Data for review -
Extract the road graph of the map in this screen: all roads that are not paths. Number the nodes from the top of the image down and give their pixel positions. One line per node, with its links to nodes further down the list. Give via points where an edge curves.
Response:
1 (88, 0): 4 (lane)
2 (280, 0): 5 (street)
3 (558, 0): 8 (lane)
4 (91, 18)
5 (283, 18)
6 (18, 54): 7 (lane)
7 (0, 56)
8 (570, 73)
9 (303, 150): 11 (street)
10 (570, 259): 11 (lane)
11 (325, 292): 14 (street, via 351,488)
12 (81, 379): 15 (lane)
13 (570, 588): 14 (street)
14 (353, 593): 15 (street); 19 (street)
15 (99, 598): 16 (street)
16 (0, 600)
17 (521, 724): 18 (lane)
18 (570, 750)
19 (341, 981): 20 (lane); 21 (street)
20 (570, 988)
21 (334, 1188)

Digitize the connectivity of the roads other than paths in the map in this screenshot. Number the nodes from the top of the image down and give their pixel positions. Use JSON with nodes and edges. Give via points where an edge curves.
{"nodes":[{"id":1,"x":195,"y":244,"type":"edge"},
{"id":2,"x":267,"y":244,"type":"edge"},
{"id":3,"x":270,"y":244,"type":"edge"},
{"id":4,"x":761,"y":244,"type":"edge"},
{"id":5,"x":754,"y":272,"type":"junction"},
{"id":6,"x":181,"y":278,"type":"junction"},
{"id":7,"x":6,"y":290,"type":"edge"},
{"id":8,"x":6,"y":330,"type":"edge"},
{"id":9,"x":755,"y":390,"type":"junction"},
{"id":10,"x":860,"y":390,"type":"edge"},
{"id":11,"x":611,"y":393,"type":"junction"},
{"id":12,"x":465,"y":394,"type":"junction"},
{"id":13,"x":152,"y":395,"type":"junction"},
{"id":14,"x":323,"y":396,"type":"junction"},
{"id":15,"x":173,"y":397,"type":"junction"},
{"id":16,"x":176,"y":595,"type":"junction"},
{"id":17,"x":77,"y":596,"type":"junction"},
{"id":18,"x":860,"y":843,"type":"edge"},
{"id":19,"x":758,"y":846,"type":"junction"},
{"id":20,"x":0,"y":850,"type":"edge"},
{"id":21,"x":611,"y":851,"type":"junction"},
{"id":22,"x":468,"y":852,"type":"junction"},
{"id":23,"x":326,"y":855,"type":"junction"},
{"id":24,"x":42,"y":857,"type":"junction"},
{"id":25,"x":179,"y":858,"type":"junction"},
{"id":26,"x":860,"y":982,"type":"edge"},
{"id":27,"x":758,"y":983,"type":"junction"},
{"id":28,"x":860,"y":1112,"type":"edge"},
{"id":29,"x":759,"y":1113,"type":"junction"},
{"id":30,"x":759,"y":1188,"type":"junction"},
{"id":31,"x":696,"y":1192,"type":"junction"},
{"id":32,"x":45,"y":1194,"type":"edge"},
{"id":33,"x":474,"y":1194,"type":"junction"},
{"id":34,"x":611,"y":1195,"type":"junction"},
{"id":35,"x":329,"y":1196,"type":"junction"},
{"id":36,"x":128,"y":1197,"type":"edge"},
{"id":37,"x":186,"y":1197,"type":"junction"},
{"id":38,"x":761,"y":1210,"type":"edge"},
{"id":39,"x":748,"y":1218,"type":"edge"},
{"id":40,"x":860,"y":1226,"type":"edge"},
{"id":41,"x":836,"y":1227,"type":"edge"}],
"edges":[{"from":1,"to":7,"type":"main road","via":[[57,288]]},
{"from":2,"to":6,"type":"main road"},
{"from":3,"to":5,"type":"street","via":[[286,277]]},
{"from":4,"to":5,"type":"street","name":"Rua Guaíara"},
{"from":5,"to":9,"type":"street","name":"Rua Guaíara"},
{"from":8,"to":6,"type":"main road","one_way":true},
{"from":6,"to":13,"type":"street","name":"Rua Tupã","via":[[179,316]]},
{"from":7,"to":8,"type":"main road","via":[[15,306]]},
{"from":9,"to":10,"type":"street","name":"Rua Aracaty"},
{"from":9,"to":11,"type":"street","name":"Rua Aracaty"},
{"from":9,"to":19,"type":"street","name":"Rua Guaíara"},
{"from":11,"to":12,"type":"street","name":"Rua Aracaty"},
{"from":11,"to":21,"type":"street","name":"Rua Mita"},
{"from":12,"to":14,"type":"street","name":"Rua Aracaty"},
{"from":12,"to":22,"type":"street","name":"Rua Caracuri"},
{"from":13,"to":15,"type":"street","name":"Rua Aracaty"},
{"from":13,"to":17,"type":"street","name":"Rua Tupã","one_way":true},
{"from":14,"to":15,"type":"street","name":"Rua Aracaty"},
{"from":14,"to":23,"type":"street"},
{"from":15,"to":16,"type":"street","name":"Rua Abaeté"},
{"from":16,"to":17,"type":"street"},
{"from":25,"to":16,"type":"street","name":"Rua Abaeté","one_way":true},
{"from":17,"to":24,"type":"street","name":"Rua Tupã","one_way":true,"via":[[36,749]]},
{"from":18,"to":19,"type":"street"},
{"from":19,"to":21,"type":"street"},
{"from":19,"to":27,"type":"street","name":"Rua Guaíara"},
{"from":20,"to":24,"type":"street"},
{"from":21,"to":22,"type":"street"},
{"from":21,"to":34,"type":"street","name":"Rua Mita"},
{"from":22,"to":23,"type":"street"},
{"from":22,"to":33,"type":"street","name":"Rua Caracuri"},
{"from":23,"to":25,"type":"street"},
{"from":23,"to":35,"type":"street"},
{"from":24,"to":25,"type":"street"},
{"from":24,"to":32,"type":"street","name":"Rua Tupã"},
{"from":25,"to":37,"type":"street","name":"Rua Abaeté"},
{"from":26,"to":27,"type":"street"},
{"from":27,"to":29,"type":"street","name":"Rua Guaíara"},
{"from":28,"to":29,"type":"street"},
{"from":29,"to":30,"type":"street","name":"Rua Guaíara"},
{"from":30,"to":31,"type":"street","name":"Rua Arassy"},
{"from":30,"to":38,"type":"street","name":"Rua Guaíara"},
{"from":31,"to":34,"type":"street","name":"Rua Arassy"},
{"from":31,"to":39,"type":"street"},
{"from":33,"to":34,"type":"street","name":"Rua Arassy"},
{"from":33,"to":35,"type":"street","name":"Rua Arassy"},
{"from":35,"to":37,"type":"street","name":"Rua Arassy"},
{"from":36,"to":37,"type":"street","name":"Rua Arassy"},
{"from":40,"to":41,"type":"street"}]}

Task description -
Return the full material exactly.

Reply -
Extract the road graph of the map in this screen: all roads that are not paths. Number the nodes from the top of the image down and give their pixel positions. One line per node, with its links to nodes further down the list. Give via points where an edge curves.
Response:
1 (88, 0): 4 (lane)
2 (280, 0): 5 (street)
3 (558, 0): 8 (lane)
4 (91, 18)
5 (283, 18)
6 (18, 54): 7 (lane)
7 (0, 56)
8 (570, 73)
9 (303, 150): 11 (street)
10 (570, 259): 11 (lane)
11 (325, 292): 14 (street, via 351,488)
12 (81, 379): 15 (lane)
13 (570, 588): 14 (street)
14 (353, 593): 15 (street); 19 (street)
15 (99, 598): 16 (street)
16 (0, 600)
17 (521, 724): 18 (lane)
18 (570, 750)
19 (341, 981): 20 (lane); 21 (street)
20 (570, 988)
21 (334, 1188)

Digitize the connectivity of the roads other than paths in the map in this screenshot. Number the nodes from the top of the image down and give their pixel positions. Use JSON with nodes and edges. Give via points where an edge curves.
{"nodes":[{"id":1,"x":195,"y":244,"type":"edge"},
{"id":2,"x":267,"y":244,"type":"edge"},
{"id":3,"x":270,"y":244,"type":"edge"},
{"id":4,"x":761,"y":244,"type":"edge"},
{"id":5,"x":754,"y":272,"type":"junction"},
{"id":6,"x":181,"y":278,"type":"junction"},
{"id":7,"x":6,"y":290,"type":"edge"},
{"id":8,"x":6,"y":330,"type":"edge"},
{"id":9,"x":755,"y":390,"type":"junction"},
{"id":10,"x":860,"y":390,"type":"edge"},
{"id":11,"x":611,"y":393,"type":"junction"},
{"id":12,"x":465,"y":394,"type":"junction"},
{"id":13,"x":152,"y":395,"type":"junction"},
{"id":14,"x":323,"y":396,"type":"junction"},
{"id":15,"x":173,"y":397,"type":"junction"},
{"id":16,"x":176,"y":595,"type":"junction"},
{"id":17,"x":77,"y":596,"type":"junction"},
{"id":18,"x":860,"y":843,"type":"edge"},
{"id":19,"x":758,"y":846,"type":"junction"},
{"id":20,"x":0,"y":850,"type":"edge"},
{"id":21,"x":611,"y":851,"type":"junction"},
{"id":22,"x":468,"y":852,"type":"junction"},
{"id":23,"x":326,"y":855,"type":"junction"},
{"id":24,"x":42,"y":857,"type":"junction"},
{"id":25,"x":179,"y":858,"type":"junction"},
{"id":26,"x":860,"y":982,"type":"edge"},
{"id":27,"x":758,"y":983,"type":"junction"},
{"id":28,"x":860,"y":1112,"type":"edge"},
{"id":29,"x":759,"y":1113,"type":"junction"},
{"id":30,"x":759,"y":1188,"type":"junction"},
{"id":31,"x":696,"y":1192,"type":"junction"},
{"id":32,"x":45,"y":1194,"type":"edge"},
{"id":33,"x":474,"y":1194,"type":"junction"},
{"id":34,"x":611,"y":1195,"type":"junction"},
{"id":35,"x":329,"y":1196,"type":"junction"},
{"id":36,"x":128,"y":1197,"type":"edge"},
{"id":37,"x":186,"y":1197,"type":"junction"},
{"id":38,"x":761,"y":1210,"type":"edge"},
{"id":39,"x":748,"y":1218,"type":"edge"},
{"id":40,"x":860,"y":1226,"type":"edge"},
{"id":41,"x":836,"y":1227,"type":"edge"}],
"edges":[{"from":1,"to":7,"type":"main road","via":[[57,288]]},
{"from":2,"to":6,"type":"main road"},
{"from":3,"to":5,"type":"street","via":[[286,277]]},
{"from":4,"to":5,"type":"street","name":"Rua Guaíara"},
{"from":5,"to":9,"type":"street","name":"Rua Guaíara"},
{"from":8,"to":6,"type":"main road","one_way":true},
{"from":6,"to":13,"type":"street","name":"Rua Tupã","via":[[179,316]]},
{"from":7,"to":8,"type":"main road","via":[[15,306]]},
{"from":9,"to":10,"type":"street","name":"Rua Aracaty"},
{"from":9,"to":11,"type":"street","name":"Rua Aracaty"},
{"from":9,"to":19,"type":"street","name":"Rua Guaíara"},
{"from":11,"to":12,"type":"street","name":"Rua Aracaty"},
{"from":11,"to":21,"type":"street","name":"Rua Mita"},
{"from":12,"to":14,"type":"street","name":"Rua Aracaty"},
{"from":12,"to":22,"type":"street","name":"Rua Caracuri"},
{"from":13,"to":15,"type":"street","name":"Rua Aracaty"},
{"from":13,"to":17,"type":"street","name":"Rua Tupã","one_way":true},
{"from":14,"to":15,"type":"street","name":"Rua Aracaty"},
{"from":14,"to":23,"type":"street"},
{"from":15,"to":16,"type":"street","name":"Rua Abaeté"},
{"from":16,"to":17,"type":"street"},
{"from":25,"to":16,"type":"street","name":"Rua Abaeté","one_way":true},
{"from":17,"to":24,"type":"street","name":"Rua Tupã","one_way":true,"via":[[36,749]]},
{"from":18,"to":19,"type":"street"},
{"from":19,"to":21,"type":"street"},
{"from":19,"to":27,"type":"street","name":"Rua Guaíara"},
{"from":20,"to":24,"type":"street"},
{"from":21,"to":22,"type":"street"},
{"from":21,"to":34,"type":"street","name":"Rua Mita"},
{"from":22,"to":23,"type":"street"},
{"from":22,"to":33,"type":"street","name":"Rua Caracuri"},
{"from":23,"to":25,"type":"street"},
{"from":23,"to":35,"type":"street"},
{"from":24,"to":25,"type":"street"},
{"from":24,"to":32,"type":"street","name":"Rua Tupã"},
{"from":25,"to":37,"type":"street","name":"Rua Abaeté"},
{"from":26,"to":27,"type":"street"},
{"from":27,"to":29,"type":"street","name":"Rua Guaíara"},
{"from":28,"to":29,"type":"street"},
{"from":29,"to":30,"type":"street","name":"Rua Guaíara"},
{"from":30,"to":31,"type":"street","name":"Rua Arassy"},
{"from":30,"to":38,"type":"street","name":"Rua Guaíara"},
{"from":31,"to":34,"type":"street","name":"Rua Arassy"},
{"from":31,"to":39,"type":"street"},
{"from":33,"to":34,"type":"street","name":"Rua Arassy"},
{"from":33,"to":35,"type":"street","name":"Rua Arassy"},
{"from":35,"to":37,"type":"street","name":"Rua Arassy"},
{"from":36,"to":37,"type":"street","name":"Rua Arassy"},
{"from":40,"to":41,"type":"street"}]}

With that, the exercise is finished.